Wheel drive planetary gearbox for mobile cranes

Korea Ever-Power · Application Engineering · Mobile Cranes

Wheel Drive Planetary Gearbox for Mobile Cranes

A 35-tonne rough terrain crane must position itself within 50 mm of the lift point — through mud and gravel with crab-steering precision — then drive 30 km on the highway to the next site. The wheel drive handles both the millimetre-precision jobsite crawl and the highway transfer in the same gearbox, on the same day.

Browse Wheel Drive Planetary Gearboxes →

Crane Types and Their Wheel Drive Requirements

Three categories of mobile crane use wheel drive planetary gearboxes for self-propelled travel — each with a different balance between jobsite mobility and road-transfer capability.

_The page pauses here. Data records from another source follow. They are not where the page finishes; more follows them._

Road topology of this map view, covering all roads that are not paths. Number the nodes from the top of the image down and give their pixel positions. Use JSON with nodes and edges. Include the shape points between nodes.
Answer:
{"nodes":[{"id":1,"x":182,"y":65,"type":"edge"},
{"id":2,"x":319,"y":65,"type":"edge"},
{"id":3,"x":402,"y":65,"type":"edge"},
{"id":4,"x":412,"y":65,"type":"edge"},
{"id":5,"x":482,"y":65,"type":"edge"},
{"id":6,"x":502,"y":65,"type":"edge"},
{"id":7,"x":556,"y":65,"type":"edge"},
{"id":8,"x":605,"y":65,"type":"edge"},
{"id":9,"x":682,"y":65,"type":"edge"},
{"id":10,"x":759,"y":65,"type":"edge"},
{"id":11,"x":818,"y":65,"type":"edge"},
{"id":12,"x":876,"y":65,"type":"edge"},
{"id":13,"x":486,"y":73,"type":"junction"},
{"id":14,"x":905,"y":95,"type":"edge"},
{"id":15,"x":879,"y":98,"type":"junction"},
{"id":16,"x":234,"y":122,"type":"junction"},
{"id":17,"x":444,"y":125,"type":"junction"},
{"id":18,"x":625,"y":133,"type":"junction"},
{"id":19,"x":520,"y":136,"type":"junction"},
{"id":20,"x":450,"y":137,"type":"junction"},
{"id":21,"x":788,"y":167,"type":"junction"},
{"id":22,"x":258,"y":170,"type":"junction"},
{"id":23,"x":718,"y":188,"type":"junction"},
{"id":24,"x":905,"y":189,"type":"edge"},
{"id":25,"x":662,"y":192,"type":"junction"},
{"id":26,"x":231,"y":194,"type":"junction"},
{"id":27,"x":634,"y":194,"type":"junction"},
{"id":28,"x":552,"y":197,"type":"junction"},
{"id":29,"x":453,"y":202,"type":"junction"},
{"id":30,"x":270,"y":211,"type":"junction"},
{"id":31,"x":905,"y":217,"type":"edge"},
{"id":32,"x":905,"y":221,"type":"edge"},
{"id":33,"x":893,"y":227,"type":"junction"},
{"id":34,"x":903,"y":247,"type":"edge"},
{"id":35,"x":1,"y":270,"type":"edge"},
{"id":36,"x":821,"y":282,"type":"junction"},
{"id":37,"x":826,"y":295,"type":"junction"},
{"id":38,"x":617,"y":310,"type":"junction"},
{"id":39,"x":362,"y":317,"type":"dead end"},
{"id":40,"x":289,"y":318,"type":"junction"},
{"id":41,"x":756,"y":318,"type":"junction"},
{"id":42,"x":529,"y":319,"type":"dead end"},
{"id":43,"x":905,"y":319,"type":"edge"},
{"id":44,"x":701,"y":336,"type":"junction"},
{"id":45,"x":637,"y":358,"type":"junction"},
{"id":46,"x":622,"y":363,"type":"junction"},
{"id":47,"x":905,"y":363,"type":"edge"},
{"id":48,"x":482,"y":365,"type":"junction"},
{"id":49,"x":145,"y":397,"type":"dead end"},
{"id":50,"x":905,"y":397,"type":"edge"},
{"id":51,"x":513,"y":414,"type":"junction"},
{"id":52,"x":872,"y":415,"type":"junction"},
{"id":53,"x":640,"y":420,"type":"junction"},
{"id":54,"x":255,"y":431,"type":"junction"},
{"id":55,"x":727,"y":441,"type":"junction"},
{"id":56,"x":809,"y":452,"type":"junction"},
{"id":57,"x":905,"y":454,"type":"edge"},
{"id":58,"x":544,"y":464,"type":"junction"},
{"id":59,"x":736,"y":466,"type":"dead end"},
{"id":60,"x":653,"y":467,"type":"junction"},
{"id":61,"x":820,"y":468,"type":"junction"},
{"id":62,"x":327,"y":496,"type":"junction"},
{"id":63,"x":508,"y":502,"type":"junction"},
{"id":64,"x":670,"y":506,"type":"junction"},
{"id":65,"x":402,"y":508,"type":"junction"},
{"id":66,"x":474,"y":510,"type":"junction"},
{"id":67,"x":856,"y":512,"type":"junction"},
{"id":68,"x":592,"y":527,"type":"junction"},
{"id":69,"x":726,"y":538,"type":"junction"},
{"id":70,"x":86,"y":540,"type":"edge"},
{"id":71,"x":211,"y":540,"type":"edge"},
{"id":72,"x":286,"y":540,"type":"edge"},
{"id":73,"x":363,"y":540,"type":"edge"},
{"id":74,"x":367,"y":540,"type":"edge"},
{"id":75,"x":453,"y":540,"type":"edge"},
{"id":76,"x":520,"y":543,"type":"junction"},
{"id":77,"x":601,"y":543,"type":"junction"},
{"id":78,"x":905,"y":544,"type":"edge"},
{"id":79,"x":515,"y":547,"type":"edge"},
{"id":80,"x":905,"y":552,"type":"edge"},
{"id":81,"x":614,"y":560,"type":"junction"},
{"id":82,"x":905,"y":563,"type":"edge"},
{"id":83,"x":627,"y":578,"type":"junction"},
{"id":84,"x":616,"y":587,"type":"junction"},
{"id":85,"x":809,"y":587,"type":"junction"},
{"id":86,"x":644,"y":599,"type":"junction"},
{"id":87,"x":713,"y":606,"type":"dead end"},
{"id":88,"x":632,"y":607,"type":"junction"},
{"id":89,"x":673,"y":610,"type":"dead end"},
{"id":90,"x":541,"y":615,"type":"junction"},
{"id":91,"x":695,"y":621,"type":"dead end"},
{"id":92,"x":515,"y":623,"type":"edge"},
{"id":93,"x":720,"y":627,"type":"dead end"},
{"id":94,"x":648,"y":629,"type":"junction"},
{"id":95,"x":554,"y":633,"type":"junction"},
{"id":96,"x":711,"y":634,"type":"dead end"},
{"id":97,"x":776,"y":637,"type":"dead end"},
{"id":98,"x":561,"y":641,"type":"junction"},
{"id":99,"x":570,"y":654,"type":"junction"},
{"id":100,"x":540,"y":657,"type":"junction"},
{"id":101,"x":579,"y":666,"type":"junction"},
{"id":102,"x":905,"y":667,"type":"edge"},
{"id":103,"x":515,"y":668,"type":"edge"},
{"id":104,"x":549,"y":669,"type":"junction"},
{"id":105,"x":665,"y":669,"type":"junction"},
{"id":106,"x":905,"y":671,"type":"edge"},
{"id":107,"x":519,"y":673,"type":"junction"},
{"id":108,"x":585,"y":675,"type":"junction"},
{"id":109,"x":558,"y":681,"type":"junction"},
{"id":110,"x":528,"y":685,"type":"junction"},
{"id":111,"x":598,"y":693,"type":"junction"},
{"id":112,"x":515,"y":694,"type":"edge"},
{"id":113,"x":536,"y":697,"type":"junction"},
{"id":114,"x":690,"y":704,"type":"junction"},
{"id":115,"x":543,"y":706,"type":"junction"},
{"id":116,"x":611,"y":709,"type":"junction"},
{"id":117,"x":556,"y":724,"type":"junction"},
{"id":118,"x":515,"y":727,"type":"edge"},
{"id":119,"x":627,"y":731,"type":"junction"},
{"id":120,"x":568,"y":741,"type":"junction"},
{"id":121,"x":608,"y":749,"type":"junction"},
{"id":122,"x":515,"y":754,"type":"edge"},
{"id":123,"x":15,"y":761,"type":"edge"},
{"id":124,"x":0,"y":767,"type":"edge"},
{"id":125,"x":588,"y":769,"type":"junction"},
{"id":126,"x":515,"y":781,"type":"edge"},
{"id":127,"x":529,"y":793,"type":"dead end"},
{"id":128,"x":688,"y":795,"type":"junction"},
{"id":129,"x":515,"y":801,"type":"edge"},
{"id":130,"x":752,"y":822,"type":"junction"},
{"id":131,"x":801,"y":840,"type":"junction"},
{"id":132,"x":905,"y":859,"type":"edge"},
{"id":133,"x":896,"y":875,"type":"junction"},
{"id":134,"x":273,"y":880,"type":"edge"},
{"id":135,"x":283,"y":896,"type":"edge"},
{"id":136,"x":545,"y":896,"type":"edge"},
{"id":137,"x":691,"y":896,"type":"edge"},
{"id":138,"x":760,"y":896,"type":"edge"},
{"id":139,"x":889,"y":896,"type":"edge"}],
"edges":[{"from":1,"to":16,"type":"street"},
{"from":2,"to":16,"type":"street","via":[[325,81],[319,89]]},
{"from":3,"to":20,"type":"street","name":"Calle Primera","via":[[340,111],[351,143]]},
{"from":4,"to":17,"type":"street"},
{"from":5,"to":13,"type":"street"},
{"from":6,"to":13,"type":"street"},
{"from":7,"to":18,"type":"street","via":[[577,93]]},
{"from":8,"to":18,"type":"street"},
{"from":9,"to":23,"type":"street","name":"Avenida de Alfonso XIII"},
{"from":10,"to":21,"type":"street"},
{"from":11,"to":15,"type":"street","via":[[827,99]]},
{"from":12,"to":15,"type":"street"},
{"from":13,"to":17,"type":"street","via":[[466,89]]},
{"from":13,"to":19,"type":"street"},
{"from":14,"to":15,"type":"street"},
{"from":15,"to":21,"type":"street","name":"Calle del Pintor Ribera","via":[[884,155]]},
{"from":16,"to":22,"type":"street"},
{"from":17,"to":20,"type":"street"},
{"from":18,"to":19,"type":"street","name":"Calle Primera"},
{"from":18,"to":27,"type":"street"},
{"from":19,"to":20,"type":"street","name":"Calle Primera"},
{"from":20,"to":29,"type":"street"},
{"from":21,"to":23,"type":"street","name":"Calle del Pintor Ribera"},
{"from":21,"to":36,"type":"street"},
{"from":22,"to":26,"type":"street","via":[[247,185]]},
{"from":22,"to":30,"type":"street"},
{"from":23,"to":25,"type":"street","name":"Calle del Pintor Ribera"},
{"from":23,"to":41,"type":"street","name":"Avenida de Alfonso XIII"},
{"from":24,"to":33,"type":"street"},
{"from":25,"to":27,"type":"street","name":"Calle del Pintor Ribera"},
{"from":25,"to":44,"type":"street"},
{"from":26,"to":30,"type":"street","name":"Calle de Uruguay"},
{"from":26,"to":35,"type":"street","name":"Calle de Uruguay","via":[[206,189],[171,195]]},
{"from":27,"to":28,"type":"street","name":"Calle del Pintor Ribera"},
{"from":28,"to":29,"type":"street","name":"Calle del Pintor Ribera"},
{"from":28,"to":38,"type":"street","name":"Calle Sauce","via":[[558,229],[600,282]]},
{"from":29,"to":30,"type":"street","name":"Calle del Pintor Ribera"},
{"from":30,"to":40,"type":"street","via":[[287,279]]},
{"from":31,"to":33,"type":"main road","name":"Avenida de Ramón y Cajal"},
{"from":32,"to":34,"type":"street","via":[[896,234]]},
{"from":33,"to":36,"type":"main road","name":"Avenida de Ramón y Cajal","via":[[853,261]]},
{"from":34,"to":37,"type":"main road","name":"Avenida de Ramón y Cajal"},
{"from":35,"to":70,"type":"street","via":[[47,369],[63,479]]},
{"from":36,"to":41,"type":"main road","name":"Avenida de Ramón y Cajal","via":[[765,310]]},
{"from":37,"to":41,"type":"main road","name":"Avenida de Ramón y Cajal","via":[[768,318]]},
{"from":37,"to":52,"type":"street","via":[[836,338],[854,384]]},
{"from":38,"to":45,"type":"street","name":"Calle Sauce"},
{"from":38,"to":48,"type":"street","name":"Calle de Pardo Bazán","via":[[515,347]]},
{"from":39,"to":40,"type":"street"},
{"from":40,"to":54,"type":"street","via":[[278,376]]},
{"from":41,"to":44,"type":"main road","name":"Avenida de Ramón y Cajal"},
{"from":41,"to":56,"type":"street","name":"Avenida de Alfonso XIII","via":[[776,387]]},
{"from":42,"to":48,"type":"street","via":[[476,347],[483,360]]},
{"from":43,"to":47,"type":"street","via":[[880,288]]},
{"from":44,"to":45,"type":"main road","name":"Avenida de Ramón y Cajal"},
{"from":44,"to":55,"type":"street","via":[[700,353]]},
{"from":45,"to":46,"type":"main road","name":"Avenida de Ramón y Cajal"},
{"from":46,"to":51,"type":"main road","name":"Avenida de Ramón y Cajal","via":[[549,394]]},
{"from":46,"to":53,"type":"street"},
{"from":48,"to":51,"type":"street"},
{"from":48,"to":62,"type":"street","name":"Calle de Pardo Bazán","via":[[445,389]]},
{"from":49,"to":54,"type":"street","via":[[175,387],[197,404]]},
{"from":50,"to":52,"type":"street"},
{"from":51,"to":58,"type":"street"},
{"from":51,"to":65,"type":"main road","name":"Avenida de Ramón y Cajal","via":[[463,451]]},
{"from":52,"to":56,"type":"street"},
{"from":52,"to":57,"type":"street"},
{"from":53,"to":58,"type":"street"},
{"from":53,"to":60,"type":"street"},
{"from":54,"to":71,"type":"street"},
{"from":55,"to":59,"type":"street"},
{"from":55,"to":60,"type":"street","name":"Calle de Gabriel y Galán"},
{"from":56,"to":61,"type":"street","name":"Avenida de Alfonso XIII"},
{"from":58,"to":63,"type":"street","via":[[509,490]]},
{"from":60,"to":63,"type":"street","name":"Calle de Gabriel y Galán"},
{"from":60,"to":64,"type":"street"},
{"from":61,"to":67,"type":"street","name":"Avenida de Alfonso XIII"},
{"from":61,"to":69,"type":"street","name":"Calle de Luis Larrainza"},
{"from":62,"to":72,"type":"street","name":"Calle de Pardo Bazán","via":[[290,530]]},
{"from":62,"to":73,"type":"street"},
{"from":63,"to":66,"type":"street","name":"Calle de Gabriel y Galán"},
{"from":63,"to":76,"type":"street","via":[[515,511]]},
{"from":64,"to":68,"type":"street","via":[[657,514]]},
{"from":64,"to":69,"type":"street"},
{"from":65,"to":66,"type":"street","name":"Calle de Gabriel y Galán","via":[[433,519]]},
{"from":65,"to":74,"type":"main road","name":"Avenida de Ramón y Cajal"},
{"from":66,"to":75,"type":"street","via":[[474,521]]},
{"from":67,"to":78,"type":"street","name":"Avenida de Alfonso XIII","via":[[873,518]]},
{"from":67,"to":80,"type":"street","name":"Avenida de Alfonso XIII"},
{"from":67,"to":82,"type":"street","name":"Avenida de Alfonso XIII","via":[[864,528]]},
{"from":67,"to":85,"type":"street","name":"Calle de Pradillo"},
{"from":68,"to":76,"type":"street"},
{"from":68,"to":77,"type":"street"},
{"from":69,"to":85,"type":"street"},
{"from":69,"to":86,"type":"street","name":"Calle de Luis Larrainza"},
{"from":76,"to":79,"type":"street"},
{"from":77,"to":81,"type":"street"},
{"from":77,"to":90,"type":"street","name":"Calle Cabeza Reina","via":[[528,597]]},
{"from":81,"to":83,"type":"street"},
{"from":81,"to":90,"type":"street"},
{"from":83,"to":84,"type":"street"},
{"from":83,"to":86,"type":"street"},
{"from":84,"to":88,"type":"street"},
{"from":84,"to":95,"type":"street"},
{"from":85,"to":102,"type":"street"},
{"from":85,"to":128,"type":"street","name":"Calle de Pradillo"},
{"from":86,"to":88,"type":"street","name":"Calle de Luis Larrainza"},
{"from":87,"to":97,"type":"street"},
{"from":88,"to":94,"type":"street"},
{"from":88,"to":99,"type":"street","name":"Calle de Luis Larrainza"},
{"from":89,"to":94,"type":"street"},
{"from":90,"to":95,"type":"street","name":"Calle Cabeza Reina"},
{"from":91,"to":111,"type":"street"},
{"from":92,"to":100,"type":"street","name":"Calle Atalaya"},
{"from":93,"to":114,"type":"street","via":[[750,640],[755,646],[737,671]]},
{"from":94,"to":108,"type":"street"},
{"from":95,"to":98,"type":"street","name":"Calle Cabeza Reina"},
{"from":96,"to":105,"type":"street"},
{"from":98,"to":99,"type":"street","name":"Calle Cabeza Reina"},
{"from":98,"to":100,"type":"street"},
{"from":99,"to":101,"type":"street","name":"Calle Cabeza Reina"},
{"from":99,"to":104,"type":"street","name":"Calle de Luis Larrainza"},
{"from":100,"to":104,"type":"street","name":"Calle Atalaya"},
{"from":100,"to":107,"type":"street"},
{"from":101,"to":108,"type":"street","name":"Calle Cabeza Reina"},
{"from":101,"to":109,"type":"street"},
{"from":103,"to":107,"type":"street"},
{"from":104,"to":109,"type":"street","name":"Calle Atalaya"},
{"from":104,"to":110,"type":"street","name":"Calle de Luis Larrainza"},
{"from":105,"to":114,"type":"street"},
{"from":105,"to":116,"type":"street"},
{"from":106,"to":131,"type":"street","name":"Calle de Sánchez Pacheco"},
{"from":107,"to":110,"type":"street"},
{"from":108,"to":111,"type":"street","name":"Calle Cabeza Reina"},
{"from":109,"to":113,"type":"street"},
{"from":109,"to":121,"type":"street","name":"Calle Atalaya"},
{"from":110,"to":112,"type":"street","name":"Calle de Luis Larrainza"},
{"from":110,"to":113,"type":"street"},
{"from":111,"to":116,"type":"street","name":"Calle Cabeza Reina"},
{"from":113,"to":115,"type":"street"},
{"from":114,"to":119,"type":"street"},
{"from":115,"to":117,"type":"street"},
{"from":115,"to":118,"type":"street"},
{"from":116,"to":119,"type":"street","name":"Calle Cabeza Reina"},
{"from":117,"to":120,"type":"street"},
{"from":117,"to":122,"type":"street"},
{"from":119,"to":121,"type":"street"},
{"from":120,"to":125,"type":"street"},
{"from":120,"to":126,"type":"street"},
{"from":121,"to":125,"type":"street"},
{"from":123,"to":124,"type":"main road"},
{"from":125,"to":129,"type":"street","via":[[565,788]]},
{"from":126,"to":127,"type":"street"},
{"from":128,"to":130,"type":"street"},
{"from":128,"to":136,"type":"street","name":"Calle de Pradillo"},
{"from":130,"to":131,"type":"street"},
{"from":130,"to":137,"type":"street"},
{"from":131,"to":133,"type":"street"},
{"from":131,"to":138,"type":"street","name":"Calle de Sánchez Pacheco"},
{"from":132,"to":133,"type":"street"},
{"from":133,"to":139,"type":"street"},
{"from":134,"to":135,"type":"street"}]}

タイプ Weight (t) Lift (t) Site Speed Road Speed
Rough Terrain (RT) 20–55 15–90 0.5–5 km/h 25–35 km/h
All-Terrain (AT) 30–100+ 30–500 0.5–3 km/h 60–85 km/h
City / Industrial 12–25 8–30 0.5–3 km/h 20–30 km/h

The all-terrain crane represents the most extreme speed range of any machine in this entire Wheel Drive series: from 0.5 km/h jobsite creep to 85 km/h highway transfer — a 170:1 speed ratio. This range cannot be covered by a single planetary gearbox ratio — it requires a multi-speed transmission (typically 6 to 8 forward gears) with planetary reduction at each wheel. The wheel drive planetary gearbox provides the final reduction stage (typically 15:1 to 30:1), and the transmission provides the range selection for the speed extremes.

The rough terrain crane prioritises jobsite mobility over road speed. With 4WD, 4-wheel steering, and crab-steering capability (all wheels turning in the same direction for lateral movement), the RT crane can position itself in tight construction-site spaces that would be inaccessible to a truck-mounted crane. The wheel drive must support all three steering modes — normal (front wheels steer), coordinated (front and rear steer in opposite directions for tight turns), and crab (all wheels steer in the same direction for lateral movement) — while maintaining smooth, proportional drive torque at the ultra-low positioning speed of 0.5 to 2 km/h.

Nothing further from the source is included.